▶ _Problem details_
Where in the data below does the word "Győri" appear? Copy each line that holds it.

▶ _Input_
= = = = =
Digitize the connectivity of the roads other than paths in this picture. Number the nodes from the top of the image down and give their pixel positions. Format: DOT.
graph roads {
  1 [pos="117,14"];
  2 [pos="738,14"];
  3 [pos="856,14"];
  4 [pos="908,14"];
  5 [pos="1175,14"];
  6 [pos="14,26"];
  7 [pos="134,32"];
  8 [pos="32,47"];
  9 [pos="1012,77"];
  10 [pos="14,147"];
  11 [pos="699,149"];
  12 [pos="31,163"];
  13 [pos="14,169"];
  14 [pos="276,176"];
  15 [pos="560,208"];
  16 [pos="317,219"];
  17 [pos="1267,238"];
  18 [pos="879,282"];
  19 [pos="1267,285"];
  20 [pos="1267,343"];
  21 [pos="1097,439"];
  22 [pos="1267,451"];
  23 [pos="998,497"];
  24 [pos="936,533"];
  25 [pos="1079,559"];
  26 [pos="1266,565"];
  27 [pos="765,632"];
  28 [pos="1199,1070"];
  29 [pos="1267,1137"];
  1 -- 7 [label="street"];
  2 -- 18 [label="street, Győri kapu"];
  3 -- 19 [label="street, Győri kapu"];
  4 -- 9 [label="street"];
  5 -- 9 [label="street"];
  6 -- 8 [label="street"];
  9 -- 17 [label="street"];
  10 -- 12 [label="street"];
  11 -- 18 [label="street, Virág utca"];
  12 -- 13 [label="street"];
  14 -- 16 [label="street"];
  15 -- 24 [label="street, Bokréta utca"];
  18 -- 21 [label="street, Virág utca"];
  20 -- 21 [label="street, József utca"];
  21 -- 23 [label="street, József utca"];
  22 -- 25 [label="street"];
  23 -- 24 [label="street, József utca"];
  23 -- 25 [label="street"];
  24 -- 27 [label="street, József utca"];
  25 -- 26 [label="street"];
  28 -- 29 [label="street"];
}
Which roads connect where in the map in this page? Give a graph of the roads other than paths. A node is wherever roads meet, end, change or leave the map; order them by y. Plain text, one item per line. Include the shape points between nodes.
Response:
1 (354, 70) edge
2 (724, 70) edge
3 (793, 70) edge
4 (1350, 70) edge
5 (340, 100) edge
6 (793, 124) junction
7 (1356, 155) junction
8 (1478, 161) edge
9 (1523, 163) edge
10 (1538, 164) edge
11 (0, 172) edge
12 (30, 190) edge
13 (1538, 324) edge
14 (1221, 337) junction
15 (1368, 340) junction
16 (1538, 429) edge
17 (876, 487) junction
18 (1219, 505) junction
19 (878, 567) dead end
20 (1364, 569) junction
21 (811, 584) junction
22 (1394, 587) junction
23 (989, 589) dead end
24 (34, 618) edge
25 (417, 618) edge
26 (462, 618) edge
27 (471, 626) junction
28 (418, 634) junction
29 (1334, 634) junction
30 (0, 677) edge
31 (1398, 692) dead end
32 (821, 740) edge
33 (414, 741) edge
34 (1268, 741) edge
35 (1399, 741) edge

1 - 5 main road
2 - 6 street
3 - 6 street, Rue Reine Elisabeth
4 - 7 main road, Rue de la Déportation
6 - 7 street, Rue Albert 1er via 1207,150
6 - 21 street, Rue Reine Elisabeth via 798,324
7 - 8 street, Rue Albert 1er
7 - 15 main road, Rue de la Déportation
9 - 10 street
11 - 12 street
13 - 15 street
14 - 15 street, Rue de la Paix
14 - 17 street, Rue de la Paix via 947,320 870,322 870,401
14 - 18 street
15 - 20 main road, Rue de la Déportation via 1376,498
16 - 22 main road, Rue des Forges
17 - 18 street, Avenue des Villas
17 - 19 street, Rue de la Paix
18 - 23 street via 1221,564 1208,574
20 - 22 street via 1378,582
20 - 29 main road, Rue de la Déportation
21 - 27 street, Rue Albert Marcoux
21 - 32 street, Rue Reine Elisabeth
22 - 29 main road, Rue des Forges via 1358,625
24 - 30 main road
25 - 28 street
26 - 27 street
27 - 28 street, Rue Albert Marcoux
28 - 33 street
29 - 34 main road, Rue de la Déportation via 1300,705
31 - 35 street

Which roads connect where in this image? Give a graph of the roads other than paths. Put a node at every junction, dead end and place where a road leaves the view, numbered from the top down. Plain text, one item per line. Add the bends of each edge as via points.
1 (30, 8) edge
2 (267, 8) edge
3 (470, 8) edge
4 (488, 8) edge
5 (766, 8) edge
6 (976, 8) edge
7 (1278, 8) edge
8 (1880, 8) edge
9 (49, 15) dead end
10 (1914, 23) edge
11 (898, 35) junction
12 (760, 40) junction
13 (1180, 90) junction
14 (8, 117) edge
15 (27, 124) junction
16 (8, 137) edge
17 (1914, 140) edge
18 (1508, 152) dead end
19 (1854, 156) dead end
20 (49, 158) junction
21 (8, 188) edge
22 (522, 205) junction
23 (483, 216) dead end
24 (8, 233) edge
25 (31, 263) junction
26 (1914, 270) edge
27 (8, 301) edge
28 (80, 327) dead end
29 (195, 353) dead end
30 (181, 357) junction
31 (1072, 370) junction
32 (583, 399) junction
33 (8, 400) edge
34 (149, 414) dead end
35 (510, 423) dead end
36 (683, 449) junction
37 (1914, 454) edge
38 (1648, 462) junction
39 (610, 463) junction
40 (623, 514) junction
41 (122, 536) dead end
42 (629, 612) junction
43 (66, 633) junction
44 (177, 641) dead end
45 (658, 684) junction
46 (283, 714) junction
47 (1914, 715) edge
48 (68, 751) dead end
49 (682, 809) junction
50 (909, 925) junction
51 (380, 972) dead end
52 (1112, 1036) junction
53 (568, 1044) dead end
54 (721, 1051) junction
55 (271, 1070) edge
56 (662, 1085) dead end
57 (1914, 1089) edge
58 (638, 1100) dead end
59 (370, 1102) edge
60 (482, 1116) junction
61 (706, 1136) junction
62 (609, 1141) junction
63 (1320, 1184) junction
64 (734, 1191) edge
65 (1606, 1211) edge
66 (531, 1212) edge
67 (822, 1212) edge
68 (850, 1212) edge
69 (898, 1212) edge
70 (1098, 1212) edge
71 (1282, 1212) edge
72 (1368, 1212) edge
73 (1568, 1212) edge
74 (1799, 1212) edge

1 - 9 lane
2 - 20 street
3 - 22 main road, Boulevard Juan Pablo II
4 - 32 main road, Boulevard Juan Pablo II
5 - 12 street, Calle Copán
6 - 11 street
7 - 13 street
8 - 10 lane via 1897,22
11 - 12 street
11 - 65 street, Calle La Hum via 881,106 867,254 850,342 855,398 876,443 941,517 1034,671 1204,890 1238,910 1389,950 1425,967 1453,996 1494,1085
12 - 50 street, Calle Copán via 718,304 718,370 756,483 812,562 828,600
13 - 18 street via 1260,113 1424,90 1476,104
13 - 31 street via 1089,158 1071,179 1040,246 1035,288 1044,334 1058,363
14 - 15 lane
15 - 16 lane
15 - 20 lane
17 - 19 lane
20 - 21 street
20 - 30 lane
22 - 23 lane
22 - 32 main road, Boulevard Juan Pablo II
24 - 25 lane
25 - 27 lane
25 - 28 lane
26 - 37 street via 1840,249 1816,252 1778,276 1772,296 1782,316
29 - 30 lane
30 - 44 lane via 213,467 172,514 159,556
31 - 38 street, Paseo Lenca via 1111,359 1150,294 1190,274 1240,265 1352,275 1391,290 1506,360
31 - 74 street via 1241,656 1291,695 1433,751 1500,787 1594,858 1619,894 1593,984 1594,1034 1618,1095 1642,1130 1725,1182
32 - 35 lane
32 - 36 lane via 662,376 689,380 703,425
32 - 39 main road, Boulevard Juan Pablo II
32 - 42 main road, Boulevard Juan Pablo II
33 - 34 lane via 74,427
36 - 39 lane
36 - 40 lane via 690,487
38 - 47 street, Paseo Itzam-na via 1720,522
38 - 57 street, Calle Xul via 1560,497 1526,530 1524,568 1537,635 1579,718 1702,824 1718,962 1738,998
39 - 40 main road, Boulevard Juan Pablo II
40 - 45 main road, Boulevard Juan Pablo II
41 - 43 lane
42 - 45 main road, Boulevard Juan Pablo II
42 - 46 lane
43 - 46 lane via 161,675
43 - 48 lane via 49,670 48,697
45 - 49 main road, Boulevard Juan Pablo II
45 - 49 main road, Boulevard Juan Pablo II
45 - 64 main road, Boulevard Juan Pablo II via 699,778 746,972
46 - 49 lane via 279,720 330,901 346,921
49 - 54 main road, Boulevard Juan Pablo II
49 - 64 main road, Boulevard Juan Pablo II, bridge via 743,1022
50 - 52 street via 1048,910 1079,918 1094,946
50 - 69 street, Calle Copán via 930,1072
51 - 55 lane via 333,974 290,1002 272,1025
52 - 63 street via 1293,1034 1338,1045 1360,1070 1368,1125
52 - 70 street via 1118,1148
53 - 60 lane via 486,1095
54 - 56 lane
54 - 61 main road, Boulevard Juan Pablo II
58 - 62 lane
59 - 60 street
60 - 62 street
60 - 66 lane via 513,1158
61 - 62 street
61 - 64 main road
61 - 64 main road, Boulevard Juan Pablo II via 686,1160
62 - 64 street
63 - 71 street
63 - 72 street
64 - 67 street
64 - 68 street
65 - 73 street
= = = = =
▶ _Reply to the task_
  2 -- 18 [label="street, Győri kapu"];
  3 -- 19 [label="street, Győri kapu"];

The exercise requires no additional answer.